Dataset entries
::::

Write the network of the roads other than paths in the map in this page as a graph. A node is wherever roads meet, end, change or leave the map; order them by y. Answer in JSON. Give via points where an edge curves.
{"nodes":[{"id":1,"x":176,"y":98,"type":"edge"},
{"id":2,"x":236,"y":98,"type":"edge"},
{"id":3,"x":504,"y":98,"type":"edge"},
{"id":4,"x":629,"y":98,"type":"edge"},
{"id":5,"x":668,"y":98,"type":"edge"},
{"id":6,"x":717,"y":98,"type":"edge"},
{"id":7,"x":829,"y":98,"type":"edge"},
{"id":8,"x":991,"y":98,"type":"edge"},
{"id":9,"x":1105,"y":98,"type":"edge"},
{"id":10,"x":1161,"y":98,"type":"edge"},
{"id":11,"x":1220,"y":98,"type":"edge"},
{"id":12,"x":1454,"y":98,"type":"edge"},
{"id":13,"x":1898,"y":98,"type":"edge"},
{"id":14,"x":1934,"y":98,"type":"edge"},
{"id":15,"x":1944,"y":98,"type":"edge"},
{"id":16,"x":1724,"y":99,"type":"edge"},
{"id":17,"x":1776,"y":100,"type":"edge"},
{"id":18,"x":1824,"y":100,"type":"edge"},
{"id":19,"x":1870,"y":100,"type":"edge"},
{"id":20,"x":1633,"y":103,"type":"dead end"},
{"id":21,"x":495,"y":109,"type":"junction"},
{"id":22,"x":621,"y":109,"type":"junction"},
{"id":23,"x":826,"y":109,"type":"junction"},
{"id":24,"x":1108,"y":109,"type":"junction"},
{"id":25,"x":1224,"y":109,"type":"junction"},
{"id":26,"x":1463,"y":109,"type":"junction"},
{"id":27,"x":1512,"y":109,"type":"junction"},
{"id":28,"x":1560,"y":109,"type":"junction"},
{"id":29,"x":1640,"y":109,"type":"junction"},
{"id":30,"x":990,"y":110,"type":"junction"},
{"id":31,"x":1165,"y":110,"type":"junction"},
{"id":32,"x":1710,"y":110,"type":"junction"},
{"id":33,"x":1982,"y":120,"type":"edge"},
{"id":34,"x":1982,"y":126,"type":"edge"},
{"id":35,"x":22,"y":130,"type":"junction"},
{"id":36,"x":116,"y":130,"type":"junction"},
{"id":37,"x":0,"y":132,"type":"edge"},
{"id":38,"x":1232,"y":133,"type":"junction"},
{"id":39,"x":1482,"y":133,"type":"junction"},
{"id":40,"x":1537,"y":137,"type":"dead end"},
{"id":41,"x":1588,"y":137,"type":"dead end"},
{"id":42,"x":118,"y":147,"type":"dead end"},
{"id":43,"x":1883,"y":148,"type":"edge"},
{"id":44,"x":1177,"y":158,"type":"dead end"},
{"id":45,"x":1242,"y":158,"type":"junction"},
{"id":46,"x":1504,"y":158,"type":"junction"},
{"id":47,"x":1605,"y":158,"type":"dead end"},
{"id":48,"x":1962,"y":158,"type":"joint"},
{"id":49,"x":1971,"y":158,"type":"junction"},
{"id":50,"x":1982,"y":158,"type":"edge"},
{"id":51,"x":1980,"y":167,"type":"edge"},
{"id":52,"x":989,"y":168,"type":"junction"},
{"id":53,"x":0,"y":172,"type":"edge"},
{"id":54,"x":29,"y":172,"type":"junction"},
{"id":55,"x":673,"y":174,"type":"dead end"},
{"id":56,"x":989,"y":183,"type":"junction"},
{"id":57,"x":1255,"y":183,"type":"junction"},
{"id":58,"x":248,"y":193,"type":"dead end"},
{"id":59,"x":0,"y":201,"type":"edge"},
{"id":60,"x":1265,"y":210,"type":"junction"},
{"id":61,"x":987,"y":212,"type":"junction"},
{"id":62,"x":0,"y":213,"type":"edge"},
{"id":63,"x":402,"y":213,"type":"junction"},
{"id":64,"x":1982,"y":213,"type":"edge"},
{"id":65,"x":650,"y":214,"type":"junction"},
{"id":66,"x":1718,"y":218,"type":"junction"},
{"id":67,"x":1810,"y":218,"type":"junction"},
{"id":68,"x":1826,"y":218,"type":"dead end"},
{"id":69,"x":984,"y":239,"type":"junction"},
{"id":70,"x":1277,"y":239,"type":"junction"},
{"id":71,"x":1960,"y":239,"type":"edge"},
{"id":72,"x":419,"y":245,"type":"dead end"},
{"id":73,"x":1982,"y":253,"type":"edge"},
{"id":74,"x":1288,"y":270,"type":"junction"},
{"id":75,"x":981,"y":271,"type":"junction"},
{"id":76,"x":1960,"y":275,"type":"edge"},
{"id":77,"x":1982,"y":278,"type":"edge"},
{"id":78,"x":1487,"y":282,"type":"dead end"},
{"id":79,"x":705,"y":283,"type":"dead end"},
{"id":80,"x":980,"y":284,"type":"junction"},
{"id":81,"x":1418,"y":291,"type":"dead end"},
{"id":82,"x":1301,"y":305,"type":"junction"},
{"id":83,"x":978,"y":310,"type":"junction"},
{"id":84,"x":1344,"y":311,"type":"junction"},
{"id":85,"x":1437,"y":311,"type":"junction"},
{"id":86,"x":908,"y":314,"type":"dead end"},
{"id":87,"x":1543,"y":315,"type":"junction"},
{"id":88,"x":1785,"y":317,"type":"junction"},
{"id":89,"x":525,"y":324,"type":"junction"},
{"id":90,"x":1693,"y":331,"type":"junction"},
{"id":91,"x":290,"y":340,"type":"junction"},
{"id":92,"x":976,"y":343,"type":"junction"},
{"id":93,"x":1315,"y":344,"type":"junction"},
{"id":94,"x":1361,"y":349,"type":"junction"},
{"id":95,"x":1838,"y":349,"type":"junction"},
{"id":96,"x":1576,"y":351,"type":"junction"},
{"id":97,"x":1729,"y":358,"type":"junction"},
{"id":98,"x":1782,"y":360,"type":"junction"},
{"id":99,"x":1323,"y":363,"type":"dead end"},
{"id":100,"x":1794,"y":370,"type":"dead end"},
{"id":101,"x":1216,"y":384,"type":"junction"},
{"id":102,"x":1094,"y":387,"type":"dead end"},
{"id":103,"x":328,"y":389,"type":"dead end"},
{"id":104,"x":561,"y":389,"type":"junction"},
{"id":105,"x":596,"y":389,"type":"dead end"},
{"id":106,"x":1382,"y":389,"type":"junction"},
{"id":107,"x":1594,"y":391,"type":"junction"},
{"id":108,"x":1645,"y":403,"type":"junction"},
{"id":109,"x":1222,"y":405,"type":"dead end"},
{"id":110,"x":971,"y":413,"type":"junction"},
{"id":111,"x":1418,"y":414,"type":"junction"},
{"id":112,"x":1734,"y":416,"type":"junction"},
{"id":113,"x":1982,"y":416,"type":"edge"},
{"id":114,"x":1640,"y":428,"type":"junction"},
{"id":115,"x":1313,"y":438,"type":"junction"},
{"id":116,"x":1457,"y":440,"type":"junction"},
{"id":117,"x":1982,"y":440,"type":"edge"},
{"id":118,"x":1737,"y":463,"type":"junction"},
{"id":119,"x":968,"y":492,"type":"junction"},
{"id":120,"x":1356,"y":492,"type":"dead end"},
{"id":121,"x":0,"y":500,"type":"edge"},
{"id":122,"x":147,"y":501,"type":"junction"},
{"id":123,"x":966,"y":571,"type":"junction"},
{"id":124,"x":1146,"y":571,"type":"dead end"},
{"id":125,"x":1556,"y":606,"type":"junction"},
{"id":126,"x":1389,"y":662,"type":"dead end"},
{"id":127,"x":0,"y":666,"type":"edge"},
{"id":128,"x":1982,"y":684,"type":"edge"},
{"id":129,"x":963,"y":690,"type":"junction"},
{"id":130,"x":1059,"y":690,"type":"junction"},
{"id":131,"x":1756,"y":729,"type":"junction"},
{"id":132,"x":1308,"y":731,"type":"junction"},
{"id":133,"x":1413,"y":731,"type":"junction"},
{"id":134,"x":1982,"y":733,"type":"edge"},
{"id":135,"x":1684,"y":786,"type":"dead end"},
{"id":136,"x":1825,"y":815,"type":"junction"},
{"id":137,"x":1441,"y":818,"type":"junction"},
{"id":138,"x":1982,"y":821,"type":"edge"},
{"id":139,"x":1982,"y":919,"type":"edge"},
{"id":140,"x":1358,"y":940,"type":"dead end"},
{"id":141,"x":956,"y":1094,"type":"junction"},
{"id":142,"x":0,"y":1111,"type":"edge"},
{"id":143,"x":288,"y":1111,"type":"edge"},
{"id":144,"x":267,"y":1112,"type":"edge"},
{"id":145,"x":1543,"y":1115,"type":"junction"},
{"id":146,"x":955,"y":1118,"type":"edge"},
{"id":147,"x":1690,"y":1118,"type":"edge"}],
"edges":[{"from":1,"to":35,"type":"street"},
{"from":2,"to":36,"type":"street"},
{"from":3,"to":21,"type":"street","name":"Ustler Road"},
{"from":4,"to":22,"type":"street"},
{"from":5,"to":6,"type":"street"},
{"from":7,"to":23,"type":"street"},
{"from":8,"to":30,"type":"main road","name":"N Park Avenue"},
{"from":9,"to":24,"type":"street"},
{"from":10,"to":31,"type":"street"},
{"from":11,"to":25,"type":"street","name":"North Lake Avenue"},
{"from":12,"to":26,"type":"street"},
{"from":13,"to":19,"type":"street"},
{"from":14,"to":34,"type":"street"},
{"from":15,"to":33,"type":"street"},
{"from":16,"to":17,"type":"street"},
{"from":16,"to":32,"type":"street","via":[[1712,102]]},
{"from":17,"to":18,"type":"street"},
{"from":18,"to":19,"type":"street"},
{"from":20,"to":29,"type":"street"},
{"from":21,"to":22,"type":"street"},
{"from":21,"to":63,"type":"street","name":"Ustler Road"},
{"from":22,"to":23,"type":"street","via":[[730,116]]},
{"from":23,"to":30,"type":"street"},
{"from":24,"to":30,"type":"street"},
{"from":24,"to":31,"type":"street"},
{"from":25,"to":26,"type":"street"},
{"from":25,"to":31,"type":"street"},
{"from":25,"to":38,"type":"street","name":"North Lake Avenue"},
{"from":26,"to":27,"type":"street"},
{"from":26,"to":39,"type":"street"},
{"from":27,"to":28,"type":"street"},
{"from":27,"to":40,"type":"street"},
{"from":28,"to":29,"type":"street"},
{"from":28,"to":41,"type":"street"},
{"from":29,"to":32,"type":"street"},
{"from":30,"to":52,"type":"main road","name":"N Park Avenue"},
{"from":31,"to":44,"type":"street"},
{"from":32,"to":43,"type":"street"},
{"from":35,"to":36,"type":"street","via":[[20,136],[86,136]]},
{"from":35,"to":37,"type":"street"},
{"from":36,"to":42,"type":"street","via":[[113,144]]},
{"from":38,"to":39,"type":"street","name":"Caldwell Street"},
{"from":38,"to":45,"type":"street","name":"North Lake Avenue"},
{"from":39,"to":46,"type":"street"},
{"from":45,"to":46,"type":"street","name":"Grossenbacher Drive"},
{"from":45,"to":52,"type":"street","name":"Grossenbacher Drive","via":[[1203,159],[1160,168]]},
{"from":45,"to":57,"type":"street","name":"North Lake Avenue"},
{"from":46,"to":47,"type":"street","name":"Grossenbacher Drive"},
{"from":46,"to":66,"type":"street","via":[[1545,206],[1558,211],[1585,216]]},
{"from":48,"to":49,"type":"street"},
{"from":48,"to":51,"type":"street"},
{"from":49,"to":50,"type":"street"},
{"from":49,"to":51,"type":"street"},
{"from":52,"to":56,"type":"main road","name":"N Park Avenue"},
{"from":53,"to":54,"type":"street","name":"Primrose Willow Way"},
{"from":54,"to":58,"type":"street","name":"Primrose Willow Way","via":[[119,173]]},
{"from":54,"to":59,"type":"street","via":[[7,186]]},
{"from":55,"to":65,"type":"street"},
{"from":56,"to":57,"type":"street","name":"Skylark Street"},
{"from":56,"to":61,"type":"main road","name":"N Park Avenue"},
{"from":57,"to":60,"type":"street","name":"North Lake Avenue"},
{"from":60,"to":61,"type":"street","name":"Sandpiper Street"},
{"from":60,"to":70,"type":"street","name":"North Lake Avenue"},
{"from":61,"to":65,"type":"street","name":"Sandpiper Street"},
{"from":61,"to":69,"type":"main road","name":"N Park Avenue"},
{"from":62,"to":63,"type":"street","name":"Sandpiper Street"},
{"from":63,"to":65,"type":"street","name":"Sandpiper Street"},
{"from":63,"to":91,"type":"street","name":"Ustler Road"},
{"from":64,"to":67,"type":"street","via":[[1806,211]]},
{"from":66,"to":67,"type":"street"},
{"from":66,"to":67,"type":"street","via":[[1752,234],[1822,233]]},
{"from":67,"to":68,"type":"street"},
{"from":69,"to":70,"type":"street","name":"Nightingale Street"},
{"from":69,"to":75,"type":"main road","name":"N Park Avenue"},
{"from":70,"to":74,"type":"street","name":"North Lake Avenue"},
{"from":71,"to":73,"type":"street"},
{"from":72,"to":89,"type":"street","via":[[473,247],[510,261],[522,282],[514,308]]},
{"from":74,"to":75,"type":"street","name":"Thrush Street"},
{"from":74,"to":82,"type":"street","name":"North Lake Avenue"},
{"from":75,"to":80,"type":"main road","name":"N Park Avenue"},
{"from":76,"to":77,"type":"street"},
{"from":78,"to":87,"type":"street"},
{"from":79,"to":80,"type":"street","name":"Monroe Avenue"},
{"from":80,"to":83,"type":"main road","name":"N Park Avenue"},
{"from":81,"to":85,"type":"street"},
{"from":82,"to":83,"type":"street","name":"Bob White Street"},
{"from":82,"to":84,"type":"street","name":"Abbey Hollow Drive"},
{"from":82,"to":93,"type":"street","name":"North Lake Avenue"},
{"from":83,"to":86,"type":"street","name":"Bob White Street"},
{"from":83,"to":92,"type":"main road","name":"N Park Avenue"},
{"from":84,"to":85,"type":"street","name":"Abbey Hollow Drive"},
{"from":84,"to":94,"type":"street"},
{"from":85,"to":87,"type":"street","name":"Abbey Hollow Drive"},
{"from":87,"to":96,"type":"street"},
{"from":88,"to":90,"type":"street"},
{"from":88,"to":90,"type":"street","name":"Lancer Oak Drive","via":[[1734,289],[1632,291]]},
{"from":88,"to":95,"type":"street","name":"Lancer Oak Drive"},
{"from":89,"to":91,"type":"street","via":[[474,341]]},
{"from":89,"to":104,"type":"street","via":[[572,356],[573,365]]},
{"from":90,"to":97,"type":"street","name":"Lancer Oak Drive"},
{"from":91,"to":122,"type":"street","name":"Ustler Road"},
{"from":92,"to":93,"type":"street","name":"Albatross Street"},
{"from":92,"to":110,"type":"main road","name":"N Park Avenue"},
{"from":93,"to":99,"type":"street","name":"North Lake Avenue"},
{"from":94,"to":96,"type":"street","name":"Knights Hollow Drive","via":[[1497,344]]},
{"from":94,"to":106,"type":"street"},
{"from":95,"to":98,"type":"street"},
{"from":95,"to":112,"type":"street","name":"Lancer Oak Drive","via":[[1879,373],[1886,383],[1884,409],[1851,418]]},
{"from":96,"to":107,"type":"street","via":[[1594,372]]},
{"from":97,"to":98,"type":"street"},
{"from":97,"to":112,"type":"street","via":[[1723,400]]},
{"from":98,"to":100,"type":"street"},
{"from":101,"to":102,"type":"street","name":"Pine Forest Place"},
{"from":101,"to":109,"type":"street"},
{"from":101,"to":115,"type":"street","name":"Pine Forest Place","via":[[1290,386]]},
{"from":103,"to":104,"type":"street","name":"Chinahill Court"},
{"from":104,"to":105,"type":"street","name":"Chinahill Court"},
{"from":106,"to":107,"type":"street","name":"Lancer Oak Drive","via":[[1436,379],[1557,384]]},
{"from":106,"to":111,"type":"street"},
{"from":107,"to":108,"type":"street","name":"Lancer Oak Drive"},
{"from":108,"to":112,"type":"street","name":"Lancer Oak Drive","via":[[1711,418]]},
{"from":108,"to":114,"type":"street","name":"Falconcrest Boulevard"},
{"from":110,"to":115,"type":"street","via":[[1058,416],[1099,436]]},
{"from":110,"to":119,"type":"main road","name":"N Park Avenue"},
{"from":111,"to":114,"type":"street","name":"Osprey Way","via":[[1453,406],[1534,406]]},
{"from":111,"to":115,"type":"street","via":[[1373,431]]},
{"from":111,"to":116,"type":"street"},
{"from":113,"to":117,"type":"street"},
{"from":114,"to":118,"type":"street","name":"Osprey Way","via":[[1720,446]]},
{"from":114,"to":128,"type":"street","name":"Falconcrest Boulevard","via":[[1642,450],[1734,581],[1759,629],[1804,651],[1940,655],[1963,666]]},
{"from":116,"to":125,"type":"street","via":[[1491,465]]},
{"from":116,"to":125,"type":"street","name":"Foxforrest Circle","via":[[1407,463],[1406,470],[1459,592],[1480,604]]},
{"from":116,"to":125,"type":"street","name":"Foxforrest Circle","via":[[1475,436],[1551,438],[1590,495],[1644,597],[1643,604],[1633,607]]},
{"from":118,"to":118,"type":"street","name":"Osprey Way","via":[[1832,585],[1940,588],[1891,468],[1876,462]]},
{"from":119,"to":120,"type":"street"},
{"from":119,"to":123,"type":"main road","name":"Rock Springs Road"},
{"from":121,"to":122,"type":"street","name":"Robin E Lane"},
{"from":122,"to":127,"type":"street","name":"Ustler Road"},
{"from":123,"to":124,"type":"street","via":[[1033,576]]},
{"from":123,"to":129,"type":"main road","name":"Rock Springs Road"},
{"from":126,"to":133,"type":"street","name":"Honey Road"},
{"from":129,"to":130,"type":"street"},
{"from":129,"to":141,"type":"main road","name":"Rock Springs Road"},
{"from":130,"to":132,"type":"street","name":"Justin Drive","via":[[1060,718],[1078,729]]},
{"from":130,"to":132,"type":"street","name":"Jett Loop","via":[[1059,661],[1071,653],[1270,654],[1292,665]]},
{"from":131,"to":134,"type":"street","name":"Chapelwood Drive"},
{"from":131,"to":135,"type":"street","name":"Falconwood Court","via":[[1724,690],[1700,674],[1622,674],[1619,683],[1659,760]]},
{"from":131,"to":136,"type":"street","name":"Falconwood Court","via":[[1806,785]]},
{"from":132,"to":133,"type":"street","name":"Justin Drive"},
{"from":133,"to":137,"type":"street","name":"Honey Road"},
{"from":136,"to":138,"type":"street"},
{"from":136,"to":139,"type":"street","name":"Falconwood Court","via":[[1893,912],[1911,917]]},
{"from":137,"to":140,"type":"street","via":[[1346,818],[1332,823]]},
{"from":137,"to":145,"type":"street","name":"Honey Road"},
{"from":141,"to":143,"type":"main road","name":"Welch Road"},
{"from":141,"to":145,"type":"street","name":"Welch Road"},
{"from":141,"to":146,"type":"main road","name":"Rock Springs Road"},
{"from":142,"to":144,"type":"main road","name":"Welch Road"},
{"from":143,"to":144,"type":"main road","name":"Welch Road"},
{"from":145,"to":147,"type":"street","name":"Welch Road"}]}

::::

Locate and copy each line in the data above that includes the word "Abbey".

• _PROBLEM SOLUTION_
{"from":82,"to":84,"type":"street","name":"Abbey Hollow Drive"},
{"from":84,"to":85,"type":"street","name":"Abbey Hollow Drive"},
{"from":85,"to":87,"type":"street","name":"Abbey Hollow Drive"},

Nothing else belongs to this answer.